Although he suggested that large-scale investors would inevitably begin investing to secure bitcoin’s decentralized infrastructure, he said Circle, though venture capital-backed, was not “in a financial position to make vast global investments in [bitcoin] infrastructure right now”.
On regulation, he rejected the idea that venture-backed bitcoin businesses are embracing government regulation, saying that the high barriers to entry created by, for example, the US state licensing laws, were damaging to the long-term goal of bitcoin’s mainstream adoption.
“I’ve been clear that we have to eliminate [these barriers] so that young companies can get in,” he said. “Whatever regulatory approach governments take should be minimally viable. Ideally not new laws, but interpretations and adaptions of existing rules so that the timeline for clarity is shortened.”

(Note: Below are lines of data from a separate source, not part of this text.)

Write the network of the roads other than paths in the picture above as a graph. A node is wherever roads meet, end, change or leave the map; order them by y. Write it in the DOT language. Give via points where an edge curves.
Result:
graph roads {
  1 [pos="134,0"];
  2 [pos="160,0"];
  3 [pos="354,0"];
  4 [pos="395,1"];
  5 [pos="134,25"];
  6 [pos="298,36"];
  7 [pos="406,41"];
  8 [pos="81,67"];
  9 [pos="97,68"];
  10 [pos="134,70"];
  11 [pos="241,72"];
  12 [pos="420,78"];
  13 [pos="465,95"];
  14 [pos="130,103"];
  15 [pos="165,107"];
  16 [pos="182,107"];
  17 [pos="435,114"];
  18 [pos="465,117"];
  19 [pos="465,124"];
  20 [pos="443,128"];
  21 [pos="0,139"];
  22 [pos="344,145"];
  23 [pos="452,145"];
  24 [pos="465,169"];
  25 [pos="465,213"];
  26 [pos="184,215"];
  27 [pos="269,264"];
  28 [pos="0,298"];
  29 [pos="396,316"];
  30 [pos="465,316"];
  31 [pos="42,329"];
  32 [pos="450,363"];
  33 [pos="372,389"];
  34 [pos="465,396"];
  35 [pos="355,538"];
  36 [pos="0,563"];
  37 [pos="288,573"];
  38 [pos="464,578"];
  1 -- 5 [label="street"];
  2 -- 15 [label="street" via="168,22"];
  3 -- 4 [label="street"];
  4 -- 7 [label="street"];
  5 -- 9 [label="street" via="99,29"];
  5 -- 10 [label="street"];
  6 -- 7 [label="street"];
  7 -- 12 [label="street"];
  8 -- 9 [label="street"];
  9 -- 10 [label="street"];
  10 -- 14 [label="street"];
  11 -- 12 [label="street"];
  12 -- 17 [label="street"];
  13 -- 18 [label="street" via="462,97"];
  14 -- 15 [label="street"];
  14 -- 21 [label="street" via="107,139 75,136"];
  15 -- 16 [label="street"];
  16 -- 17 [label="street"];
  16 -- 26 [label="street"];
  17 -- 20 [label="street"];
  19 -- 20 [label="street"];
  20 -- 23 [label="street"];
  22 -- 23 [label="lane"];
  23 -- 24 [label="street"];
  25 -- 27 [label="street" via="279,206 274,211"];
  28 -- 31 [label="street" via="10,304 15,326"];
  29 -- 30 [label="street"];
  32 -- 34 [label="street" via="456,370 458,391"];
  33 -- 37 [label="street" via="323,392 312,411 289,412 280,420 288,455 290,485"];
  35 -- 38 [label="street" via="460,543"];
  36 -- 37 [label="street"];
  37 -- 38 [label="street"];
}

Circle’s slow and steady approach
It is just over a month since Circle finally unveiled its bitcoin wallet service at the Bitcoin2014 conference in Amsterdam, and although Allaire declined to disclosed the exact number of current users, he said it was in the thousands.
“We’re being cautious,” he admitted, saying that Circle is focused on ensuring its systems can scale properly before opening its doors.

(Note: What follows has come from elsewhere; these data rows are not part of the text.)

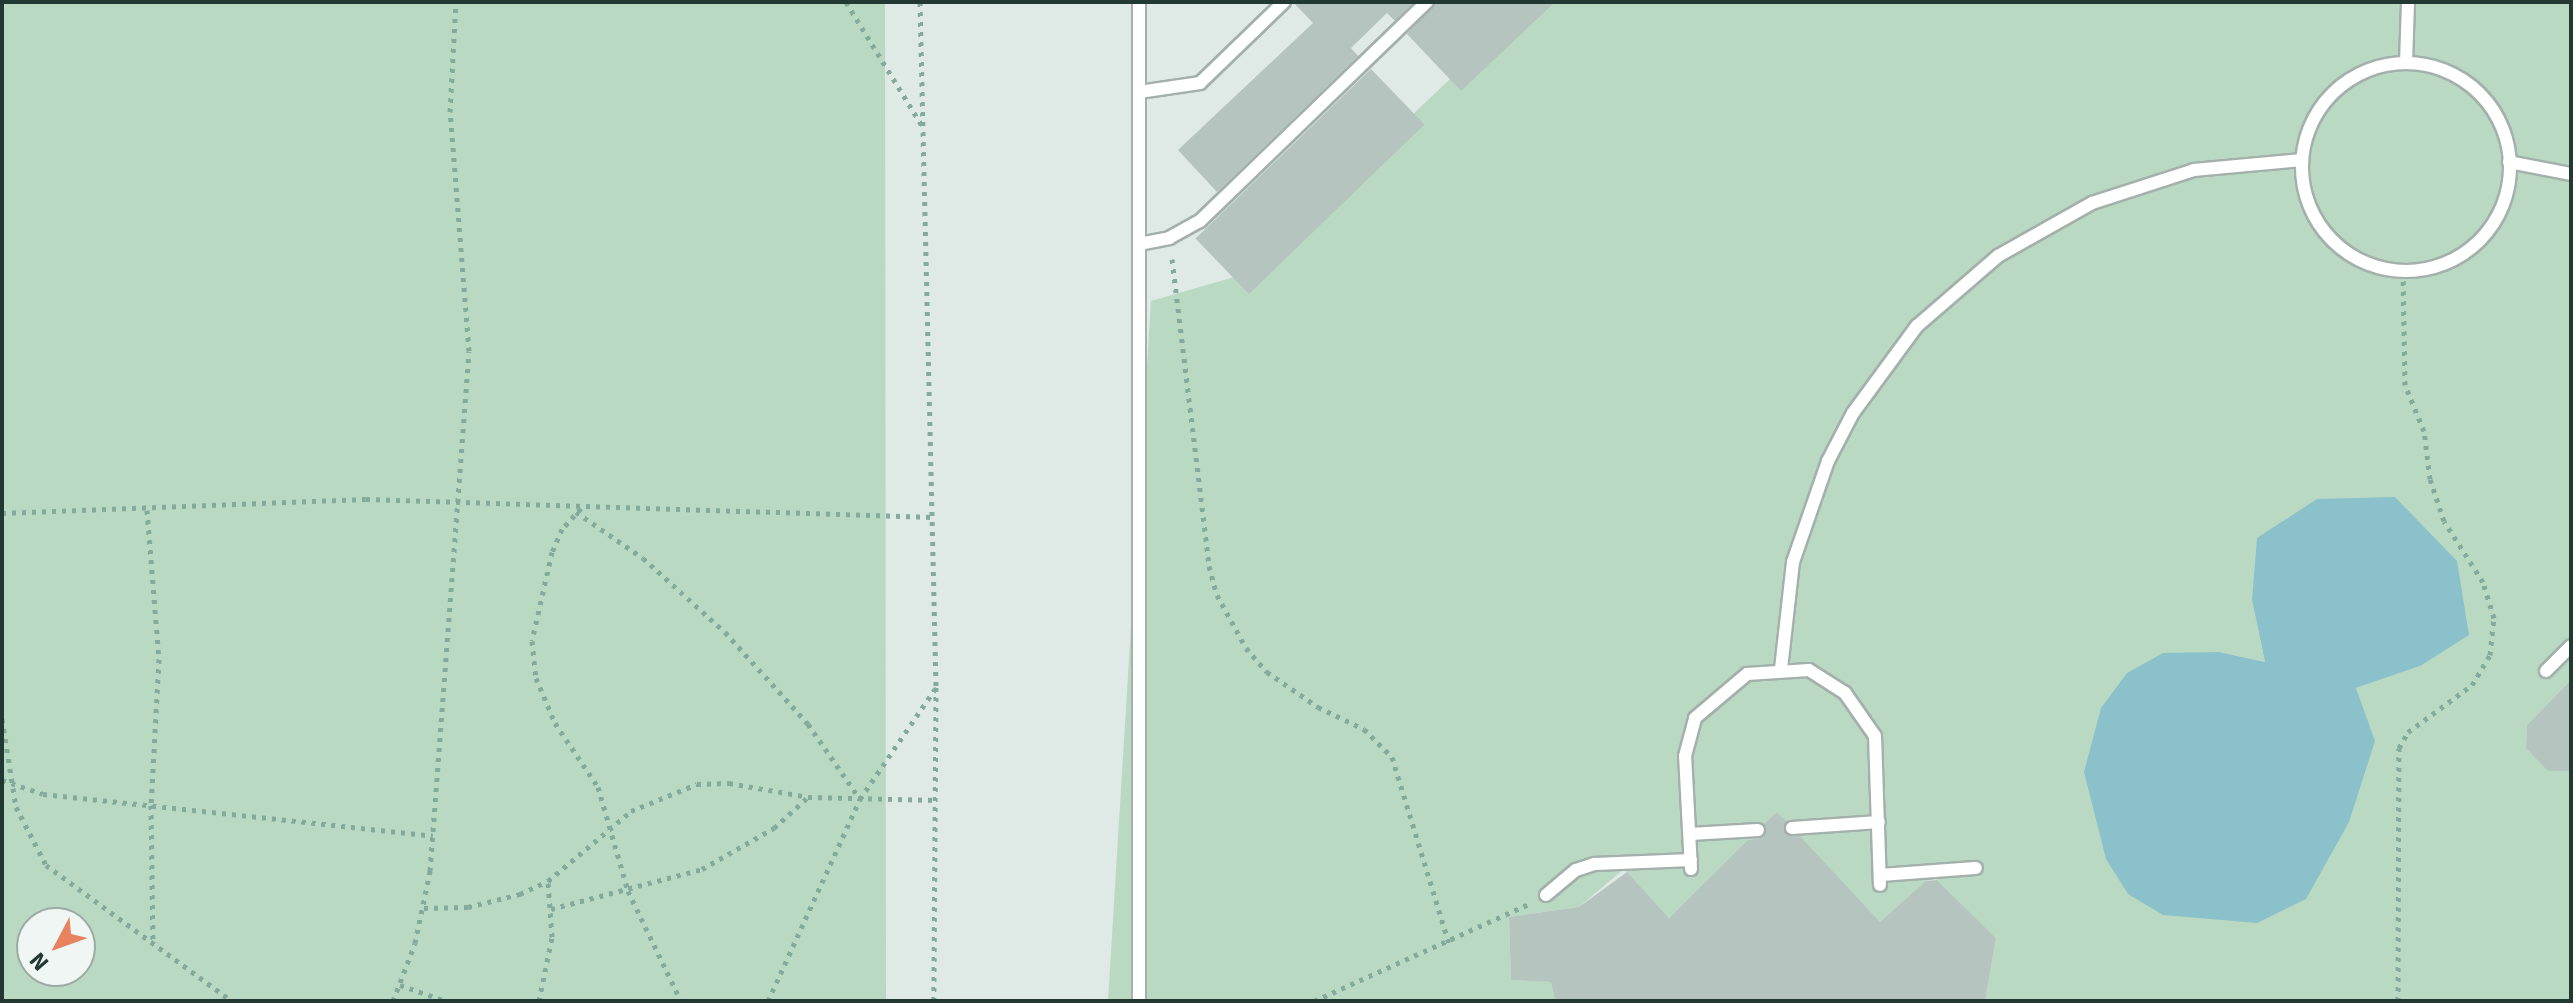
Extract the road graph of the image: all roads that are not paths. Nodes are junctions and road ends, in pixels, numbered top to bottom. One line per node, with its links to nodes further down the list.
1 (1139, 2): 6 (lane)
2 (1284, 2): 6 (lane)
3 (1427, 2): 10 (lane)
4 (2408, 2): 5 (lane)
5 (2406, 63): 7 (lane); 8 (lane)
6 (1139, 92): 10 (lane)
7 (2302, 160): 8 (lane); 12 (lane)
8 (2509, 162): 9 (lane)
9 (2571, 174)
10 (1139, 244): 20 (lane)
11 (2571, 646): 13 (lane)
12 (1781, 669): 14 (lane); 17 (lane)
13 (2546, 671)
14 (1879, 822): 15 (lane); 18 (lane)
15 (1792, 828)
16 (1758, 830): 17 (lane)
17 (1690, 834): 19 (lane)
18 (1976, 868)
19 (1546, 895)
20 (1139, 1001)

“If we just opened the doors today, we think we would just get inundated and everyone wouldn’t have a great experience.”
Although many of its users are people who have previously used bitcoin, he said that they had been “trying to identify users who are not existing bitcoin users” so that their userbase would extend beyond bitcoin’s early adopters. By the end of July, Circle will have accepted "significantly" more people who had already requested an invite, he added.
Circle has also recently hired former Bank of Ireland director Garrett Cassidy to head up the company's European operations.
A primary focus for the company is price volatility, he said. Though he declined to offer detail on how the company plans to address the issue, he was skeptical that the issue would solve itself:
“Everyone says prices will stabilize. But that isn’t an answer if we really want [bitcoin] to get traction.”
In order to beat the peer-to-peer money transfer apps being developed by tech companies and banking institutions alike, he said, the bitcoin industry has to focus on its strengths, primarily its openness. Though companies like Circle carry some of the “baggage” of old financial institutions, he admitted, bitcoin’s nature as “a global open standard that is completely interoperable” gives it an edge over propositions like Paym in the UK.
"In five years peer-to-peer financial transactions will become an integrated part of everyone’s day-to-day living, whether it’s across the table or across the planet,” he said.
The challenge for bitcoin companies like Circle is to make sure they’re facilitating those transactions instead of traditional, non-bitcoin fintech companies.
Correction: A previous version of this article said that Circle would be opening to all people who had so far signed up. Circle has since clarified that they would be "accepting a significant number of invitees by August", not "all".